Records drawn from a dataset
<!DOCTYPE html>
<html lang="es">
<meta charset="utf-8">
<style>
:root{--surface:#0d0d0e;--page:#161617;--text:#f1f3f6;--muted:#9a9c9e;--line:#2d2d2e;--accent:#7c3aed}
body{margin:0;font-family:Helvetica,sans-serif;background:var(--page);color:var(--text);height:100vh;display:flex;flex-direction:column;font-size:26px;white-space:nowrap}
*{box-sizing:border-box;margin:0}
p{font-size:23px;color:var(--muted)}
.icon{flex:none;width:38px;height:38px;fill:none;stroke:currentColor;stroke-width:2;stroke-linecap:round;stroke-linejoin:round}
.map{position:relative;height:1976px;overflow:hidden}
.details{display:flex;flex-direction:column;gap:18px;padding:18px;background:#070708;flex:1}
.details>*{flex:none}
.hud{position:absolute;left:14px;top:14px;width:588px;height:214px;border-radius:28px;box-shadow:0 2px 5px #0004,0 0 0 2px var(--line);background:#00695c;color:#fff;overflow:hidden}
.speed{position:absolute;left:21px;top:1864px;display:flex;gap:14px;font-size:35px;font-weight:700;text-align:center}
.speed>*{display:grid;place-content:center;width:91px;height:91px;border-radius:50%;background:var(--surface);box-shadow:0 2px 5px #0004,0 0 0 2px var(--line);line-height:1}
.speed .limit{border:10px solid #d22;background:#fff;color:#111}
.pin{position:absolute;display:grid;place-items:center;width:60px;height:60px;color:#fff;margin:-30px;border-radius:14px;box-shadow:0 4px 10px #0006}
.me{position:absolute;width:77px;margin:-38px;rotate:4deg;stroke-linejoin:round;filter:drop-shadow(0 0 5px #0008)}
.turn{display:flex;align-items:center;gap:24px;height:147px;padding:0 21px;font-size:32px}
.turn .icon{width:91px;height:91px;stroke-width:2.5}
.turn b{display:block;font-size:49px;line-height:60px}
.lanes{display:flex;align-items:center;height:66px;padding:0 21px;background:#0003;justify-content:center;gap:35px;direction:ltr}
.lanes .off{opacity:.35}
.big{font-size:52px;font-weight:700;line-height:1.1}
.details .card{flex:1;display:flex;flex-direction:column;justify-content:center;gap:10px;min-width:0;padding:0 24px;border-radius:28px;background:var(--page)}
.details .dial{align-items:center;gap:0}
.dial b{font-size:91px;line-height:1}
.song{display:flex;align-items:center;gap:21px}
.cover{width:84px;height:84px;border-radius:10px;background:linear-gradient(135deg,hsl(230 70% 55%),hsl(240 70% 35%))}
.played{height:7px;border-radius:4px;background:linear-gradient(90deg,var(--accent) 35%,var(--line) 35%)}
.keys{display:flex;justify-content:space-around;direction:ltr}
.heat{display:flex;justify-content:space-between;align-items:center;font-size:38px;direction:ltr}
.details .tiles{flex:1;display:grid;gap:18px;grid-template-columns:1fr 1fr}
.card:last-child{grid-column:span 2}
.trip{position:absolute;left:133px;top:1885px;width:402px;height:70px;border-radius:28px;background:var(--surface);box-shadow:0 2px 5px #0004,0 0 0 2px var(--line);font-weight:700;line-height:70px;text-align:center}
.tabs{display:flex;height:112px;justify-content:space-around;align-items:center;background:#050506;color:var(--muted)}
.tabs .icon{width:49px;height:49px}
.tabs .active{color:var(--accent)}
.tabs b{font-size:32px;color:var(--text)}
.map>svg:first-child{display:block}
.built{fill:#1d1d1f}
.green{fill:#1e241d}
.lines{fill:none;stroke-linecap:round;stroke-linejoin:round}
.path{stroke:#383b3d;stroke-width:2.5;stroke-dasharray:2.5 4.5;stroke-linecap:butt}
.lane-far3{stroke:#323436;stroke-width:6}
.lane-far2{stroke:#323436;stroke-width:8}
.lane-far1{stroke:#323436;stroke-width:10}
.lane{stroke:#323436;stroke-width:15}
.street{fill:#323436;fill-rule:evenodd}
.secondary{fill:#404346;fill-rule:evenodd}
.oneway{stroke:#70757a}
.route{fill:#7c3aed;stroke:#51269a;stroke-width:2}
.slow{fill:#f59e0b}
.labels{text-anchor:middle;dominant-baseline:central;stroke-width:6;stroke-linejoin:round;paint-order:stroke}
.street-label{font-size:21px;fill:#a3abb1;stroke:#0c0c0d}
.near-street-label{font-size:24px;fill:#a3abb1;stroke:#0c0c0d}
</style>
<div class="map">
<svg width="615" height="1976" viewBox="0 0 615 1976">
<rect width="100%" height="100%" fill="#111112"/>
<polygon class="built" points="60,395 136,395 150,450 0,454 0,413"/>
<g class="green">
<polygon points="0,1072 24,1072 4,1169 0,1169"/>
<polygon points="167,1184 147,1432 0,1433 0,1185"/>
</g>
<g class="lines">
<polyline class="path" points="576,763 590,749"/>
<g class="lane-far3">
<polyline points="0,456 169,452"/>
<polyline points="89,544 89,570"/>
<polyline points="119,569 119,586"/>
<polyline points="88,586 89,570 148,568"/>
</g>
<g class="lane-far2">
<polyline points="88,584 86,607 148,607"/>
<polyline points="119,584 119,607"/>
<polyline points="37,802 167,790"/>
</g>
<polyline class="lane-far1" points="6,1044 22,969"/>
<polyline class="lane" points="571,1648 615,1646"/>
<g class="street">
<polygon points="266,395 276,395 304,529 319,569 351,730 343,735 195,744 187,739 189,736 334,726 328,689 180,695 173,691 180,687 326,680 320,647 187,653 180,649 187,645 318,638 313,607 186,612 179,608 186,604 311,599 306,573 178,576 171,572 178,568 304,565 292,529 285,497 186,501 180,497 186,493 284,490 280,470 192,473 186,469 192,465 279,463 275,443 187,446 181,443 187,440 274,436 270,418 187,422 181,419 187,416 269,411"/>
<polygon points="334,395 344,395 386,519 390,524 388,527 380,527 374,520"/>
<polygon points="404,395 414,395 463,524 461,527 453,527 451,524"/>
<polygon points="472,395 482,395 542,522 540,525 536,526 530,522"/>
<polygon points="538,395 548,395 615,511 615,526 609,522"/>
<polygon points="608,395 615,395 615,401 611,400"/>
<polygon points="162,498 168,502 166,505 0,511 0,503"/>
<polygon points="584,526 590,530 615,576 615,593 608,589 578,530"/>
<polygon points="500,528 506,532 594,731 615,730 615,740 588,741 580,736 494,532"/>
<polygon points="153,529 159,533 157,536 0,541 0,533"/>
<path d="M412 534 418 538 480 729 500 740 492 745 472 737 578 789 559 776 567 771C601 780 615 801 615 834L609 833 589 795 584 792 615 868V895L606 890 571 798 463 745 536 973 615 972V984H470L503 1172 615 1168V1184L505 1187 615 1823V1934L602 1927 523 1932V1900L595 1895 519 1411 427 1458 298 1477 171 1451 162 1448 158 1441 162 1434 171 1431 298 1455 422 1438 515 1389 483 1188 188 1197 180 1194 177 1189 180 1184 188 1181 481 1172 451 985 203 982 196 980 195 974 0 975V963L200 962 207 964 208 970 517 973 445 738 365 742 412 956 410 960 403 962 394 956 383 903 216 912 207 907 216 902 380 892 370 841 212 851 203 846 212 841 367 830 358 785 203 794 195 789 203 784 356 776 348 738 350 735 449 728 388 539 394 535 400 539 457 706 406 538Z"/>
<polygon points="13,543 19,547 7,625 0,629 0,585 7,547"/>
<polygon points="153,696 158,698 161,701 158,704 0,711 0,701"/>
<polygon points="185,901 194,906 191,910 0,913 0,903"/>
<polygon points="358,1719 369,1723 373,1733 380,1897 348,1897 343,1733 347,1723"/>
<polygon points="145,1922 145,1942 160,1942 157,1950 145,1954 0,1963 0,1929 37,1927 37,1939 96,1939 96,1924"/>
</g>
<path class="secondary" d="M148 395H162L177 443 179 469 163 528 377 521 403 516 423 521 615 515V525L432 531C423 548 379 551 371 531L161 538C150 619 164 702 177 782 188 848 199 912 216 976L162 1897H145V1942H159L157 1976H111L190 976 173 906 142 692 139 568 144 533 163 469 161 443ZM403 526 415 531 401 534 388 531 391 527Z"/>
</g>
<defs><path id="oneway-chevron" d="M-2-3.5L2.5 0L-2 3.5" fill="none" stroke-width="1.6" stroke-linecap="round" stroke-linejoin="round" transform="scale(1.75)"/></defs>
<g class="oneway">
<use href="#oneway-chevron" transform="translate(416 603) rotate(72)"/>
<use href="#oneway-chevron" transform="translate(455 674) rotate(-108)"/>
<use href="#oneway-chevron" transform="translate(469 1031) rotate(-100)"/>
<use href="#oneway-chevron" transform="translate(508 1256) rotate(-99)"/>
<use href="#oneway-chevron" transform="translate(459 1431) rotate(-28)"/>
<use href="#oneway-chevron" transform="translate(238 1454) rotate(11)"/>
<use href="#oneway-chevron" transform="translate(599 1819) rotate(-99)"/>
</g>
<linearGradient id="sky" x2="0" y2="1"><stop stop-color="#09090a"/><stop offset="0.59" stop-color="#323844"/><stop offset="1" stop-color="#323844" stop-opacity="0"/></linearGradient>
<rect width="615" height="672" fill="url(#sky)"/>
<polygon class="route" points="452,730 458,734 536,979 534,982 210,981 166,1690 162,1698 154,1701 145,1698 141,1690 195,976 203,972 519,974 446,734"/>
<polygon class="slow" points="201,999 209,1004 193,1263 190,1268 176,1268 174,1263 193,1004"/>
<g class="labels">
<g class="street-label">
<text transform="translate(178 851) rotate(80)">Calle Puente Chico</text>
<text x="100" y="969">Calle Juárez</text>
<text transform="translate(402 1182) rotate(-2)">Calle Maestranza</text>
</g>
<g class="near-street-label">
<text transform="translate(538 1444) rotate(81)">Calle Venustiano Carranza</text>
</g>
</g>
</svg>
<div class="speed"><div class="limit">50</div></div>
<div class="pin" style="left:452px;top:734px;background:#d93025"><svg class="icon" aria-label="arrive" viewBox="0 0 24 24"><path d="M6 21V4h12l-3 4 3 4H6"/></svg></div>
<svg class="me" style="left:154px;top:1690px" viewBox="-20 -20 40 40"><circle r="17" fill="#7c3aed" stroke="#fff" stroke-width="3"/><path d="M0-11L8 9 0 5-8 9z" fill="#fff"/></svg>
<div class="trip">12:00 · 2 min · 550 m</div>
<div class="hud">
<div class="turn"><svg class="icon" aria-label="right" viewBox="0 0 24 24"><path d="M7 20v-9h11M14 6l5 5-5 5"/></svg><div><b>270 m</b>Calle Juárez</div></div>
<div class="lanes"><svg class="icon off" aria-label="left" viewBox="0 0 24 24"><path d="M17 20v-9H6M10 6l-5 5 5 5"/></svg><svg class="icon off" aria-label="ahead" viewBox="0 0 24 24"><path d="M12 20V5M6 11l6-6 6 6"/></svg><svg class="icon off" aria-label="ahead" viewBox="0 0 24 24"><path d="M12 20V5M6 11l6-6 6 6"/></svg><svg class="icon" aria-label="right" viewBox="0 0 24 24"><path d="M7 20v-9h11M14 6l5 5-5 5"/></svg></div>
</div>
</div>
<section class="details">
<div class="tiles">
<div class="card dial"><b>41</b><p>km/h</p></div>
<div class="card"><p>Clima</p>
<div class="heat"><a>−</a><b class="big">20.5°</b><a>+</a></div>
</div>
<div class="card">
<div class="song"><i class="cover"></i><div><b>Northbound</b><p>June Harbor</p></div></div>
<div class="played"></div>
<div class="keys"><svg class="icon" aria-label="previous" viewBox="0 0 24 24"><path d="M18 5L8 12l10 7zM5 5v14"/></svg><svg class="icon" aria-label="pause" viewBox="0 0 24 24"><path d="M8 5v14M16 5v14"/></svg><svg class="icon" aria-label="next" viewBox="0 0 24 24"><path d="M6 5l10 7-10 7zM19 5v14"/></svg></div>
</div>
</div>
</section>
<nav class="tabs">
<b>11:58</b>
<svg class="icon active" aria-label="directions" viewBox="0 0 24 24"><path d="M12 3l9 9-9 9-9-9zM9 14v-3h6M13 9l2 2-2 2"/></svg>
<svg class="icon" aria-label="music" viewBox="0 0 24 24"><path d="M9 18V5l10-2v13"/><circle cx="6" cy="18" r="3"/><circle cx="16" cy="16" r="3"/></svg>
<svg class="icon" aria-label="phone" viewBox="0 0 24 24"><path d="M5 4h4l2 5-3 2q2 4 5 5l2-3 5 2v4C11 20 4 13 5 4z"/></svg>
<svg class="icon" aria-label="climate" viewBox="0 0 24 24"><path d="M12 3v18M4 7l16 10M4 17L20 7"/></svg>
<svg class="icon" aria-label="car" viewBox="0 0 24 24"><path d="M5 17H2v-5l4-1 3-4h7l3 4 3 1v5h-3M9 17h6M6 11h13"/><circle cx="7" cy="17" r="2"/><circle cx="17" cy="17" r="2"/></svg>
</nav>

• _YOUR OBJECTIVE_
Copy each line of the records that has "evenodd" in it.

• _ANSWER FOR THE TASK_
.street{fill:#323436;fill-rule:evenodd}
.secondary{fill:#404346;fill-rule:evenodd}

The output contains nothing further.